Dall'assemblea di Mezzana l'auspicio che l'organismo possa contribuire a risolvere i potenziali conflitti italo-svizzeri - L'ambizione è assumere il ruolo di organo consultivo di Roma

BELLINZONA - Il consigliere di Stato Norman Gobbi ha assunto oggi la carica di presidente della Regio Insubrica, durante l'assemblea dell'organismo che ha avuto luogo a Mezzana. Durante i lavori è stato messo sotto la lente un documento su strategia e obiettivi della Comunità di lavoro, che si è inoltre dotata di un rinnovato sito internet e di un nuovo logo.

Il presidente uscente Aldo Reschigna – vicepresidente della Regione Piemonte – ha anzitutto ricordato l'importanza delle attività di dialogo e del confronto transfrontaliero rese possibili dalla Regio Insubrica. Reschigna, si legge in un comunicato, ha ricordato l'esperienza avviata nel 1995, esprimendo in particolare l'auspicio che il coinvolgimento delle istituzioni e delle comunità locali venga posto sempre più al centro dell'attività della Regio, per favorirne il riconoscimento anche da parte della società civile. A questo proposito, è stata salutata con favore la continua crescita della qualità dei progetti presentati nell'ambito del programma di cooperazione Interreg.

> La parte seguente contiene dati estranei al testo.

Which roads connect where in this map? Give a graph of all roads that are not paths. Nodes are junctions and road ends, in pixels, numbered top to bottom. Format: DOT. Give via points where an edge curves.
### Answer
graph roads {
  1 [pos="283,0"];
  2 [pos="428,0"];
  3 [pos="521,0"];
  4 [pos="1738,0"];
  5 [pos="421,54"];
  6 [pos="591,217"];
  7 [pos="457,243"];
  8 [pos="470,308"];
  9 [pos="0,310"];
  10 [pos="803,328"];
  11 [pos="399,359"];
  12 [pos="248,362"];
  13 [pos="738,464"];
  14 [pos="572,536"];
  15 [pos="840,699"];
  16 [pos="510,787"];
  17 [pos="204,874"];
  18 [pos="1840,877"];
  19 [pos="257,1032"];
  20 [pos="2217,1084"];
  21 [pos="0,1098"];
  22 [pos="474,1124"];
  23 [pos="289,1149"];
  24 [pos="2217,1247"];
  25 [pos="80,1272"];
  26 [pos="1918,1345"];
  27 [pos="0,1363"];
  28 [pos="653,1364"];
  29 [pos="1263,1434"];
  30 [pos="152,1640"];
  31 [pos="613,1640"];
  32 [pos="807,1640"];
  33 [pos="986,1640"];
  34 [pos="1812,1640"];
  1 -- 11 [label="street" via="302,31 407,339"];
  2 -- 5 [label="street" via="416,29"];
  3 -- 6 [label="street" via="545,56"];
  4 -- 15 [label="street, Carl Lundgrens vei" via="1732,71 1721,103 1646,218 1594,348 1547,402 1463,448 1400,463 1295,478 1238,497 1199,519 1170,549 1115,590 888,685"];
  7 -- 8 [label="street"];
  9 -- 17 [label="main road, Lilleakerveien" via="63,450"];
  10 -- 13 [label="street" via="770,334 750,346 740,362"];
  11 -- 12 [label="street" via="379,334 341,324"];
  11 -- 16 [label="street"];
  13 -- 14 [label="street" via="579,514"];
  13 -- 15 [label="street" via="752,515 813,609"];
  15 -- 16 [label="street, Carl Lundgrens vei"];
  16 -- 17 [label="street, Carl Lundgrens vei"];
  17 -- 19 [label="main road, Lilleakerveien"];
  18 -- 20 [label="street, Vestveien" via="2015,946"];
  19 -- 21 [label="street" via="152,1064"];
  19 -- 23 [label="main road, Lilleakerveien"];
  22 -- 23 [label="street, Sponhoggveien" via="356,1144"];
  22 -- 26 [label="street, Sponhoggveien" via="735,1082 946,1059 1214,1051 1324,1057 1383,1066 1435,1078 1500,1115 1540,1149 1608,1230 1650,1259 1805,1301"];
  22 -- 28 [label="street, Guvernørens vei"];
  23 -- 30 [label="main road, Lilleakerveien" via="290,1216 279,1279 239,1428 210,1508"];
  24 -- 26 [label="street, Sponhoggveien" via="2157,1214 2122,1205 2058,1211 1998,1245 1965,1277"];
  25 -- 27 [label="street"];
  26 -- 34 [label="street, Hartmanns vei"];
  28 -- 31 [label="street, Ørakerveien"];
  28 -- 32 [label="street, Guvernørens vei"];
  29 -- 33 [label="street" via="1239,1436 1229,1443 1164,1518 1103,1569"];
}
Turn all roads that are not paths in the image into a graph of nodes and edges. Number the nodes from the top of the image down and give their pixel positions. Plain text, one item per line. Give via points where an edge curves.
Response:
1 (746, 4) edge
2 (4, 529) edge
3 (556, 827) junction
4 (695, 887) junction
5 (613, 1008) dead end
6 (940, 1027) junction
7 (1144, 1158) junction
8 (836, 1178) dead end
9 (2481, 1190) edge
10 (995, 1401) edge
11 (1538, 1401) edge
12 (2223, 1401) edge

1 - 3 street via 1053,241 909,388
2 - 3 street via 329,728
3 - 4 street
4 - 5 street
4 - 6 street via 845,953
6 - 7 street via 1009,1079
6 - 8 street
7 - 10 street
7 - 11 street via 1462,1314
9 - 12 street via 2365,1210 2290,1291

Norman Gobbi ha in seguito presentato un documento che ne delinea strategia e obiettivi per il prossimo futuro. È stato in particolare evidenziato che, dopo la riorganizzazione avvenuta nel 2016, la Regio Insubrica è oggi pienamente in grado di svolgere il proprio ruolo di espressione del territorio – complementare a quello dei Governi – stimolando lo sviluppo di una progettualità condivisa e la risoluzione dei problemi transfrontalieri.

L'assessore della Regione Lombardia con delega ai rapporti con la Confederazione elvetica Massimo Sertori – nuovo membro dell'Ufficio presidenziale – ha poi auspicato che la Comunità di lavoro possa essere utilizzata quale canale preferenziale per contribuire a risolvere, in una logica di prossimità, i potenziali conflitti che possono emergere nell'ambito delle relazioni italo-svizzere, e quale organo di contatto con il nuovo Governo italiano. È stato inoltre suggerito di potenziare la comunicazione verso i territori, per contribuire ad aumentare l'autorevolezza della Regio Insubrica.

Le numerose attività svolte nel 2017 dalla Regio Insubrica sono state poi ripercorse dal segretario della Comunità di lavoro Francesco Quattrini. In generale, nel corso del 2017 la Comunità di lavoro ha rafforzato il proprio ruolo nell'ambito delle relazioni italo-svizzere. Ciò è emerso ad esempio con la riunione del luglio dello scorso anno, nella quale i presidenti della Regione Lombardia e del Consiglio di Stato ticinese hanno potuto chiarire alcune questioni cruciali legate alla mobilità ferroviaria transfrontaliera. Sono stati inoltre ricordati l'importante accordo fra Lombardia e Ticino per ottimizzare la gestione dei materiali inerti – con un'accresciuta collaborazione in materia di monitoraggio – e la cooperazione su temi ambientali e di sicurezza, ad esempio con il gruppo di lavoro Protezione civile per la gestione dei casi di dissesto idrogeologico. È stato infine menzionato anche il recente accordo istituzionale fra Ticino e Piemonte. In conclusione, i membri della Comunità di lavoro hanno approvato il Preventivo 2018 e il Consuntivo 2017.